Monday, Jan. 26, 1959

Making News That Isn't

Sometimes, in dogged quest for the meaning behind the meaning, the Washington press corps finds top-headline news where there is none. This happened at Secretary of State John Foster Dulles' press conference last week, and before the over-interpretation and overextension were through, the press-created fantasy had reverberated round the world.

Most of the Dulles conference was devoted to discussion of the German reunification problem. The Secretary had characterized as "brutal" and "stupid" the latest Russian proposals for reunifying Germany, had restated his adherence to U.S. policy on Germany: "We believe in reunification by free elections.'' Late in the conference (the 26th question), the Newark News's able Reporter Arthur Sylvester spoke up.

Q. Mr.

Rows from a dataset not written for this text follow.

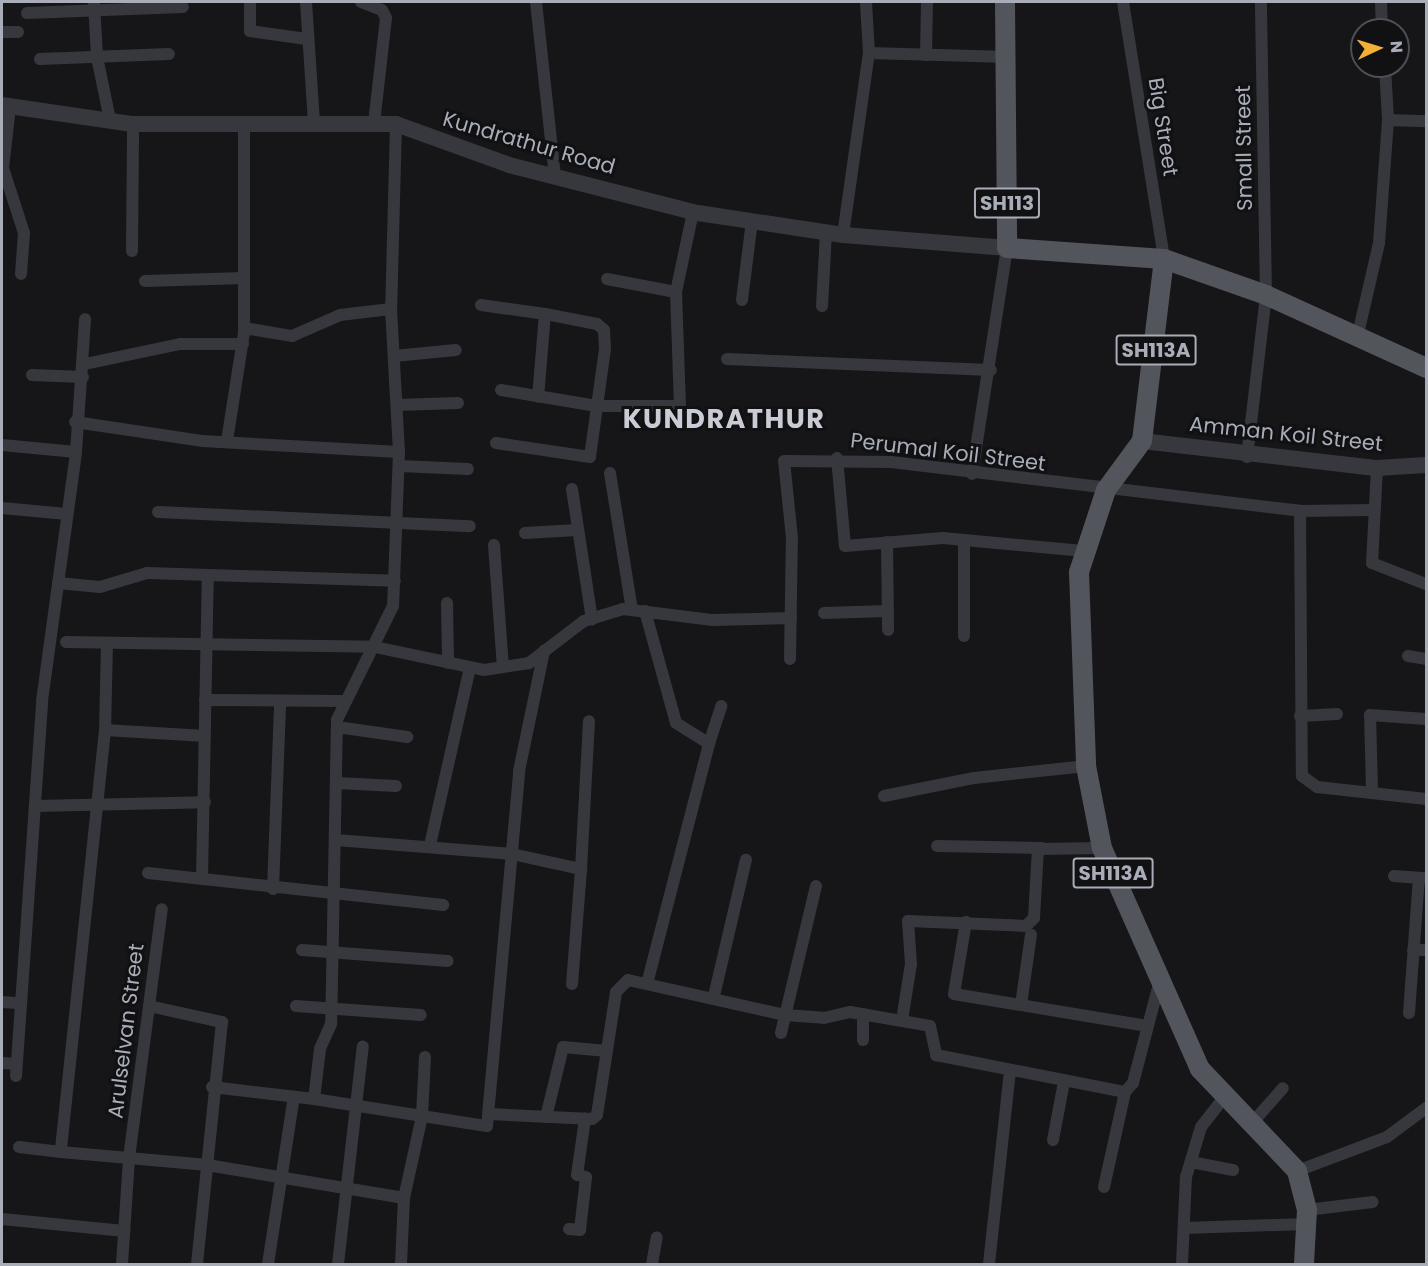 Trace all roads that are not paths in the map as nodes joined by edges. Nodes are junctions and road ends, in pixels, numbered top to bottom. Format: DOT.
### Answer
graph roads {
  1 [pos="250,2"];
  2 [pos="306,2"];
  3 [pos="361,2"];
  4 [pos="536,2"];
  5 [pos="866,2"];
  6 [pos="927,2"];
  7 [pos="1005,2"];
  8 [pos="1123,2"];
  9 [pos="1261,2"];
  10 [pos="1380,2"];
  11 [pos="95,7"];
  12 [pos="183,7"];
  13 [pos="27,13"];
  14 [pos="1381,18"];
  15 [pos="2,32"];
  16 [pos="18,32"];
  17 [pos="306,39"];
  18 [pos="869,53"];
  19 [pos="169,54"];
  20 [pos="926,55"];
  21 [pos="97,57"];
  22 [pos="1008,57"];
  23 [pos="40,58"];
  24 [pos="1386,78"];
  25 [pos="6,106"];
  26 [pos="110,120"];
  27 [pos="1388,120"];
  28 [pos="1426,120"];
  29 [pos="314,121"];
  30 [pos="133,124"];
  31 [pos="374,124"];
  32 [pos="396,124"];
  33 [pos="244,125"];
  34 [pos="555,176"];
  35 [pos="693,212"];
  36 [pos="752,221"];
  37 [pos="826,232"];
  38 [pos="843,235"];
  39 [pos="1007,248"];
  40 [pos="132,251"];
  41 [pos="1164,259"];
  42 [pos="21,274"];
  43 [pos="244,278"];
  44 [pos="607,279"];
  45 [pos="145,281"];
  46 [pos="676,292"];
  47 [pos="1266,295"];
  48 [pos="742,300"];
  49 [pos="482,305"];
  50 [pos="822,306"];
  51 [pos="392,309"];
  52 [pos="545,314"];
  53 [pos="85,319"];
  54 [pos="1358,334"];
  55 [pos="243,335"];
  56 [pos="456,350"];
  57 [pos="394,356"];
  58 [pos="727,358"];
  59 [pos="85,364"];
  60 [pos="1426,368"];
  61 [pos="991,370"];
  62 [pos="32,375"];
  63 [pos="84,377"];
  64 [pos="501,390"];
  65 [pos="538,397"];
  66 [pos="458,403"];
  67 [pos="397,405"];
  68 [pos="597,406"];
  69 [pos="75,422"];
  70 [pos="227,441"];
  71 [pos="1142,441"];
  72 [pos="496,443"];
  73 [pos="2,445"];
  74 [pos="399,452"];
  75 [pos="76,453"];
  76 [pos="1247,457"];
  77 [pos="837,458"];
  78 [pos="1426,465"];
  79 [pos="399,466"];
  80 [pos="1377,468"];
  81 [pos="468,469"];
  82 [pos="610,473"];
  83 [pos="972,474"];
  84 [pos="572,489"];
  85 [pos="1106,490"];
  86 [pos="2,508"];
  87 [pos="1373,510"];
  88 [pos="1300,511"];
  89 [pos="158,512"];
  90 [pos="67,514"];
  91 [pos="399,520"];
  92 [pos="470,526"];
  93 [pos="577,530"];
  94 [pos="525,533"];
  95 [pos="964,541"];
  96 [pos="886,542"];
  97 [pos="494,545"];
  98 [pos="1083,551"];
  99 [pos="208,575"];
  100 [pos="395,581"];
  101 [pos="58,583"];
  102 [pos="1426,584"];
  103 [pos="447,603"];
  104 [pos="638,611"];
  105 [pos="887,611"];
  106 [pos="824,613"];
  107 [pos="791,618"];
  108 [pos="592,619"];
  109 [pos="888,630"];
  110 [pos="964,636"];
  111 [pos="66,642"];
  112 [pos="107,643"];
  113 [pos="204,646"];
  114 [pos="375,647"];
  115 [pos="544,651"];
  116 [pos="1408,656"];
  117 [pos="790,659"];
  118 [pos="1426,659"];
  119 [pos="448,663"];
  120 [pos="503,666"];
  121 [pos="470,668"];
  122 [pos="205,700"];
  123 [pos="342,701"];
  124 [pos="280,703"];
  125 [pos="721,706"];
  126 [pos="1337,714"];
  127 [pos="1300,716"];
  128 [pos="1426,719"];
  129 [pos="589,721"];
  130 [pos="337,727"];
  131 [pos="105,730"];
  132 [pos="206,736"];
  133 [pos="407,737"];
  134 [pos="709,744"];
  135 [pos="1086,766"];
  136 [pos="337,783"];
  137 [pos="396,786"];
  138 [pos="1372,790"];
  139 [pos="884,796"];
  140 [pos="1426,799"];
  141 [pos="205,802"];
  142 [pos="97,804"];
  143 [pos="35,806"];
  144 [pos="336,840"];
  145 [pos="430,845"];
  146 [pos="937,846"];
  147 [pos="1041,848"];
  148 [pos="1102,848"];
  149 [pos="512,854"];
  150 [pos="746,860"];
  151 [pos="581,869"];
  152 [pos="148,873"];
  153 [pos="1394,876"];
  154 [pos="1423,878"];
  155 [pos="202,879"];
  156 [pos="816,886"];
  157 [pos="273,889"];
  158 [pos="332,895"];
  159 [pos="443,905"];
  160 [pos="162,909"];
  161 [pos="966,922"];
  162 [pos="1031,935"];
  163 [pos="302,950"];
  164 [pos="1413,950"];
  165 [pos="1426,950"];
  166 [pos="333,951"];
  167 [pos="448,961"];
  168 [pos="1161,979"];
  169 [pos="647,983"];
  170 [pos="572,984"];
  171 [pos="714,996"];
  172 [pos="2,1002"];
  173 [pos="18,1003"];
  174 [pos="1021,1005"];
  175 [pos="149,1006"];
  176 [pos="296,1006"];
  177 [pos="332,1006"];
  178 [pos="1409,1013"];
  179 [pos="863,1014"];
  180 [pos="421,1015"];
  181 [pos="785,1015"];
  182 [pos="902,1020"];
  183 [pos="1147,1026"];
  184 [pos="782,1033"];
  185 [pos="863,1040"];
  186 [pos="363,1046"];
  187 [pos="606,1051"];
  188 [pos="425,1057"];
  189 [pos="2,1064"];
  190 [pos="1010,1072"];
  191 [pos="1064,1082"];
  192 [pos="212,1087"];
  193 [pos="1283,1088"];
  194 [pos="1125,1092"];
  195 [pos="1225,1096"];
  196 [pos="294,1097"];
  197 [pos="314,1099"];
  198 [pos="355,1106"];
  199 [pos="1426,1108"];
  200 [pos="489,1114"];
  201 [pos="422,1116"];
  202 [pos="546,1117"];
  203 [pos="585,1119"];
  204 [pos="1253,1122"];
  205 [pos="1053,1140"];
  206 [pos="19,1147"];
  207 [pos="61,1152"];
  208 [pos="129,1158"];
  209 [pos="1191,1161"];
  210 [pos="207,1165"];
  211 [pos="1233,1170"];
  212 [pos="1297,1170"];
  213 [pos="279,1177"];
  214 [pos="345,1187"];
  215 [pos="1104,1187"];
  216 [pos="404,1198"];
  217 [pos="1373,1202"];
  218 [pos="1306,1217"];
  219 [pos="2,1219"];
  220 [pos="1184,1228"];
  221 [pos="569,1229"];
  222 [pos="124,1231"];
  223 [pos="657,1237"];
  224 [pos="122,1264"];
  225 [pos="197,1264"];
  226 [pos="268,1264"];
  227 [pos="338,1264"];
  228 [pos="401,1264"];
  229 [pos="652,1264"];
  230 [pos="988,1264"];
  231 [pos="1182,1264"];
  232 [pos="1304,1264"];
  1 -- 17 [label="street"];
  2 -- 17 [label="street"];
  3 -- 31 [label="street"];
  4 -- 34 [label="street"];
  5 -- 18 [label="street"];
  6 -- 20 [label="street"];
  7 -- 22 [label="main road, SH113"];
  8 -- 41 [label="street, Big Street"];
  9 -- 47 [label="street, Small Street"];
  10 -- 14 [label="street"];
  11 -- 12 [label="street"];
  11 -- 13 [label="street"];
  11 -- 21 [label="street"];
  15 -- 16 [label="street"];
  17 -- 29 [label="street"];
  18 -- 20 [label="street"];
  18 -- 38 [label="street"];
  19 -- 21 [label="street"];
  20 -- 22 [label="street"];
  21 -- 23 [label="street"];
  21 -- 26 [label="street"];
  22 -- 39 [label="main road, SH113"];
  24 -- 27 [label="street"];
  25 -- 26 [label="street, Kundrathur Road"];
  25 -- 42 [label="street"];
  26 -- 30 [label="street, Kundrathur Road"];
  27 -- 28 [label="street"];
  27 -- 54 [label="street"];
  29 -- 31 [label="street, Kundrathur Road"];
  29 -- 33 [label="street, Kundrathur Road"];
  30 -- 33 [label="street, Kundrathur Road"];
  30 -- 40 [label="street"];
  31 -- 32 [label="street, Kundrathur Road"];
  32 -- 34 [label="street, Kundrathur Road"];
  32 -- 51 [label="street"];
  33 -- 43 [label="street"];
  34 -- 35 [label="street, Kundrathur Road"];
  35 -- 36 [label="street, Kundrathur Road"];
  35 -- 46 [label="street"];
  36 -- 37 [label="street, Kundrathur Road"];
  36 -- 48 [label="street"];
  37 -- 38 [label="street, Kundrathur Road"];
  37 -- 50 [label="street"];
  38 -- 39 [label="street, Kundrathur Road"];
  39 -- 41 [label="main road, SH113"];
  39 -- 61 [label="street"];
  41 -- 47 [label="main road, SH113"];
  41 -- 71 [label="main road, SH113A"];
  43 -- 45 [label="street"];
  43 -- 55 [label="street"];
  44 -- 46 [label="street"];
  46 -- 68 [label="street"];
  47 -- 54 [label="main road, SH113"];
  47 -- 76 [label="street, Small Street"];
  49 -- 52 [label="street"];
  51 -- 55 [label="street"];
  51 -- 57 [label="street"];
  52 -- 65 [label="street"];
  52 -- 68 [label="street"];
  53 -- 59 [label="street"];
  54 -- 60 [label="main road, SH113"];
  55 -- 59 [label="street"];
  55 -- 70 [label="street"];
  56 -- 57 [label="street"];
  57 -- 67 [label="street"];
  58 -- 61 [label="street"];
  59 -- 63 [label="street"];
  61 -- 83 [label="street"];
  62 -- 63 [label="street"];
  63 -- 69 [label="street"];
  64 -- 65 [label="street"];
  65 -- 68 [label="street"];
  66 -- 67 [label="street"];
  67 -- 74 [label="street"];
  68 -- 72 [label="street"];
  69 -- 70 [label="street"];
  69 -- 75 [label="street"];
  70 -- 74 [label="street"];
  71 -- 76 [label="street, Amman Koil Street"];
  71 -- 85 [label="main road, SH113A"];
  73 -- 75 [label="street"];
  74 -- 79 [label="street"];
  75 -- 90 [label="street"];
  76 -- 80 [label="street, Amman Koil Street"];
  77 -- 83 [label="street, Perumal Koil Street"];
  77 -- 96 [label="street"];
  77 -- 107 [label="street, Perumal Koil Street"];
  78 -- 80 [label="street, Amman Koil Street"];
  79 -- 81 [label="street"];
  79 -- 91 [label="street"];
  80 -- 87 [label="street"];
  82 -- 104 [label="street"];
  83 -- 85 [label="street, Perumal Koil Street"];
  84 -- 93 [label="street"];
  85 -- 88 [label="street, Perumal Koil Street"];
  85 -- 98 [label="main road, SH113A"];
  86 -- 90 [label="street"];
  87 -- 88 [label="street, Perumal Koil Street"];
  87 -- 102 [label="street"];
  88 -- 127 [label="street"];
  89 -- 91 [label="street"];
  90 -- 101 [label="street"];
  91 -- 92 [label="street"];
  91 -- 100 [label="street"];
  93 -- 94 [label="street"];
  93 -- 108 [label="street"];
  95 -- 96 [label="street"];
  95 -- 98 [label="street"];
  95 -- 110 [label="street"];
  96 -- 105 [label="street"];
  97 -- 120 [label="street"];
  98 -- 135 [label="main road, SH113A"];
  99 -- 100 [label="street"];
  99 -- 101 [label="street"];
  99 -- 113 [label="street"];
  100 -- 114 [label="street"];
  101 -- 143 [label="street"];
  103 -- 119 [label="street"];
  104 -- 107 [label="street"];
  104 -- 108 [label="street"];
  104 -- 134 [label="street"];
  105 -- 106 [label="street"];
  105 -- 109 [label="street"];
  107 -- 117 [label="street"];
  108 -- 115 [label="street"];
  111 -- 112 [label="street"];
  112 -- 113 [label="street"];
  112 -- 131 [label="street"];
  113 -- 114 [label="street"];
  113 -- 122 [label="street"];
  114 -- 119 [label="street"];
  114 -- 123 [label="street"];
  115 -- 120 [label="street"];
  115 -- 149 [label="street"];
  116 -- 118 [label="street"];
  119 -- 121 [label="street"];
  120 -- 121 [label="street"];
  121 -- 145 [label="street"];
  122 -- 124 [label="street"];
  122 -- 132 [label="street"];
  123 -- 124 [label="street"];
  123 -- 130 [label="street"];
  124 -- 157 [label="street"];
  125 -- 134 [label="street"];
  126 -- 127 [label="street"];
  127 -- 138 [label="street"];
  128 -- 138 [label="street"];
  129 -- 151 [label="street"];
  130 -- 133 [label="street"];
  130 -- 136 [label="street"];
  131 -- 132 [label="street"];
  131 -- 142 [label="street"];
  132 -- 141 [label="street"];
  134 -- 169 [label="street"];
  135 -- 139 [label="street"];
  135 -- 148 [label="main road, SH113A"];
  136 -- 137 [label="street"];
  136 -- 144 [label="street"];
  138 -- 140 [label="street"];
  141 -- 142 [label="street"];
  141 -- 155 [label="street"];
  142 -- 143 [label="street"];
  142 -- 207 [label="street"];
  143 -- 173 [label="street"];
  144 -- 145 [label="street"];
  144 -- 158 [label="street"];
  145 -- 149 [label="street"];
  146 -- 147 [label="street"];
  147 -- 148 [label="street"];
  147 -- 161 [label="street"];
  148 -- 168 [label="main road, SH113A"];
  149 -- 151 [label="street"];
  149 -- 200 [label="street"];
  150 -- 171 [label="street"];
  151 -- 170 [label="street"];
  152 -- 155 [label="street"];
  153 -- 154 [label="street"];
  154 -- 164 [label="street"];
  155 -- 157 [label="street"];
  156 -- 181 [label="street"];
  157 -- 158 [label="street"];
  158 -- 159 [label="street"];
  158 -- 166 [label="street"];
  160 -- 175 [label="street, Arulselvan Street"];
  161 -- 174 [label="street"];
  161 -- 182 [label="street"];
  162 -- 174 [label="street"];
  163 -- 166 [label="street"];
  164 -- 165 [label="street"];
  164 -- 178 [label="street"];
  166 -- 167 [label="street"];
  166 -- 177 [label="street"];
  168 -- 183 [label="street"];
  168 -- 195 [label="main road, SH113A"];
  169 -- 171 [label="street"];
  169 -- 187 [label="street"];
  171 -- 181 [label="street"];
  172 -- 173 [label="street"];
  173 -- 189 [label="street"];
  174 -- 183 [label="street"];
  175 -- 192 [label="street"];
  175 -- 208 [label="street, Arulselvan Street"];
  176 -- 177 [label="street"];
  177 -- 180 [label="street"];
  177 -- 197 [label="street"];
  179 -- 181 [label="street"];
  179 -- 182 [label="street"];
  179 -- 185 [label="street"];
  181 -- 184 [label="street"];
  182 -- 190 [label="street"];
  183 -- 194 [label="street"];
  186 -- 198 [label="street"];
  187 -- 202 [label="street"];
  187 -- 203 [label="street"];
  188 -- 201 [label="street"];
  190 -- 191 [label="street"];
  190 -- 230 [label="street"];
  191 -- 194 [label="street"];
  191 -- 205 [label="street"];
  192 -- 196 [label="street"];
  192 -- 210 [label="street"];
  193 -- 204 [label="street"];
  194 -- 215 [label="street"];
  195 -- 204 [label="main road, SH113A"];
  195 -- 209 [label="street"];
  196 -- 197 [label="street"];
  196 -- 213 [label="street"];
  197 -- 198 [label="street"];
  198 -- 201 [label="street"];
  198 -- 214 [label="street"];
  199 -- 212 [label="street"];
  200 -- 201 [label="street"];
  200 -- 202 [label="street"];
  201 -- 216 [label="street"];
  202 -- 203 [label="street"];
  203 -- 221 [label="street"];
  204 -- 212 [label="main road, SH113A"];
  206 -- 207 [label="street"];
  207 -- 208 [label="street"];
  208 -- 210 [label="street"];
  208 -- 222 [label="street, Arulselvan Street"];
  209 -- 211 [label="street"];
  209 -- 220 [label="street"];
  210 -- 213 [label="street"];
  210 -- 225 [label="street"];
  212 -- 218 [label="main road, SH113A"];
  213 -- 214 [label="street"];
  213 -- 226 [label="street"];
  214 -- 216 [label="street"];
  214 -- 227 [label="street"];
  216 -- 228 [label="street"];
  217 -- 218 [label="street"];
  218 -- 220 [label="street"];
  218 -- 232 [label="main road, SH113A"];
  219 -- 222 [label="street"];
  220 -- 231 [label="street"];
  222 -- 224 [label="street, Arulselvan Street"];
  223 -- 229 [label="street"];
}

Secretary, is it our position that free elections are the only method of reuniting Germany? In other words, do we say, "no free elections, no reunification?"

A. Well, we never have said that. The formula of reunification by free elections was the agreed formula. It seems to us to be a natural method. But I wouldn't say that it is the only method by which reunification could be accomplished.

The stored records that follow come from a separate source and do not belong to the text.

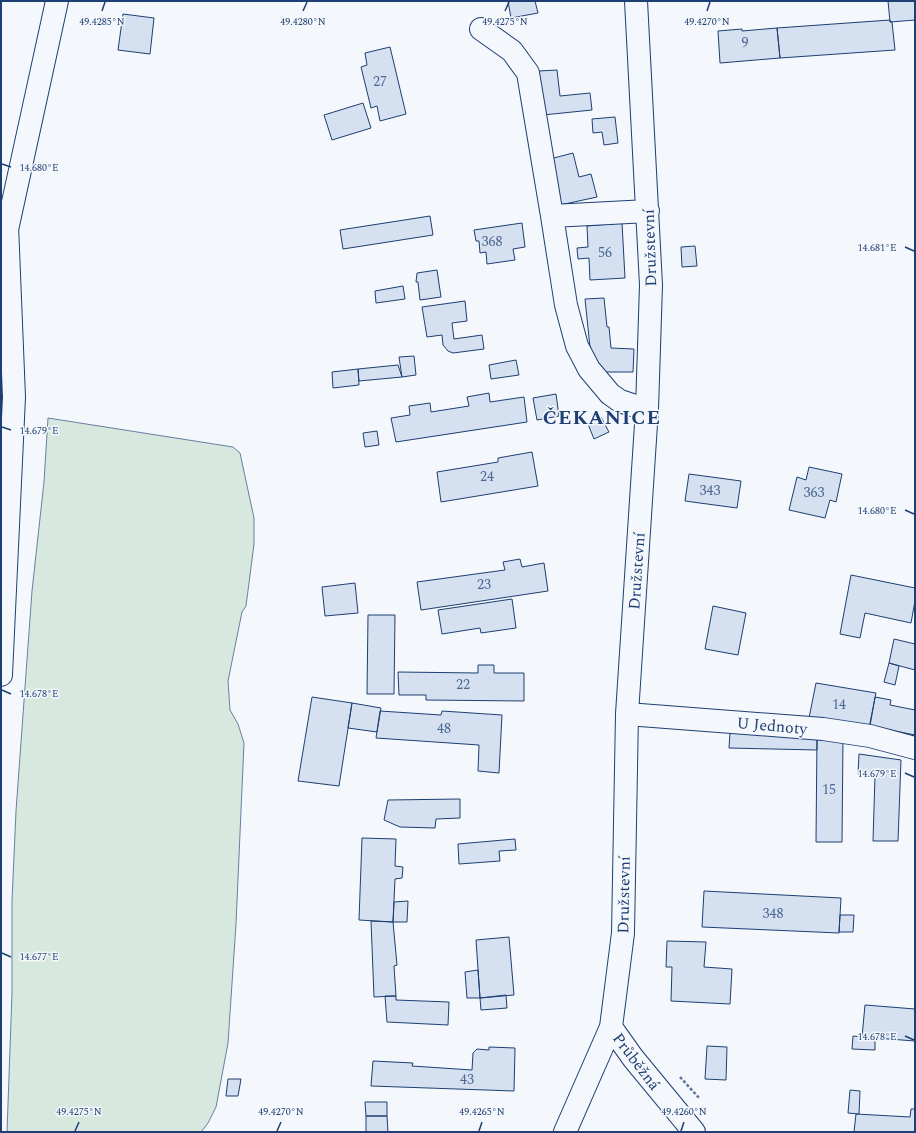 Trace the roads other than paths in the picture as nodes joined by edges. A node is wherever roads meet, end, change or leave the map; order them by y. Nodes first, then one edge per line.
1 (57, 1) edge
2 (636, 1) edge
3 (481, 28) dead end
4 (648, 211) junction
5 (552, 216) junction
6 (4, 233) edge
7 (1, 258) edge
8 (647, 409) junction
9 (1, 675) edge
10 (627, 714) junction
11 (915, 748) edge
12 (611, 1026) junction
13 (565, 1132) edge
14 (694, 1132) edge

1 - 6 street
2 - 4 street, Družstevní
3 - 5 street
4 - 5 street
4 - 8 street, Družstevní
5 - 8 street
6 - 7 street
6 - 9 street
8 - 10 street, Družstevní
10 - 11 street, U Jednoty
10 - 12 street, Družstevní
12 - 13 street, Družstevní
12 - 14 street, Průběžná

Headlines v. Facts. The U.S. Secretary of State, anxious to avoid the appearance of keeping his mind closed to new avenues toward peace, had made a logical answer to an "or else'' question. What he said was not new: in the Sept. 30 note to Moscow, the U.S. had offered to discuss "any other proposals genuinely designed to insure the reunification of Germany in freedom." But what Dulles said in his news conference last week was presented in much of the press as a positive statement suggesting an important change in U.S. policy.

DULLES SAYS VOTE NOT ONLY WAY TO UNITE GERMANY, boomed the Page One headline in the New York Times, above a story beginning: "Secretary of State Dulles said today the United States and its allies were trying to find new proposals for solving the problem of Germany." Elsewhere in the same issue the Times, which had printed a front-page-dope story two days before predicting just such a shift in U.S. policy, reported world reaction to the press conference over interpretation, quickly threshed by Timesmen abroad. From London: SECRETARY'S VIEW DISTURBS BRITISH. From Bonn: BONN is SHOCKED BY DULLES' WORDS.

At first, the big press services played down the Dulles-Sylvester exchange--or skipped it entirely. United Press International ignored it in its first story; the Associated Press put it in paragraph three, later moved it down to the sixth paragraph. But soon nearly everybody was following the imaginative lead adopted by the Times, the New York Herald Tribune, and several other papers. Said Walter Lippmann: "Mr. Dulles opened the door to negotiations on the future of Germany." Growled the New York Daily News: "It seems to us that Mr. Dulles has dropped a king-size brick."

Echoes & Repercussions. Because of the worldwide repercussions, both President Eisenhower and Secretary Dulles took pains to explain that there had been no change in policy. At that, some of the press compounded the press's fault by blaming it all on Dulles (he was "maladroit," tch-tched the Times), and charging that he was backing away from his press-conference position.

Perhaps the calmest participant throughout the whole press-born nap was Victim Dulles. It has happened to him before, and no doubt it will happen again. And perhaps the most remarkable newspaper handling of the story was that of the Newark News, whose Correspondent Sylvester had asked a legitimate question that caused a phony furor. The News didn't carry a line about the question and answer--until two days after the press conference, when the false echoes got so loud that they could no longer be ignored.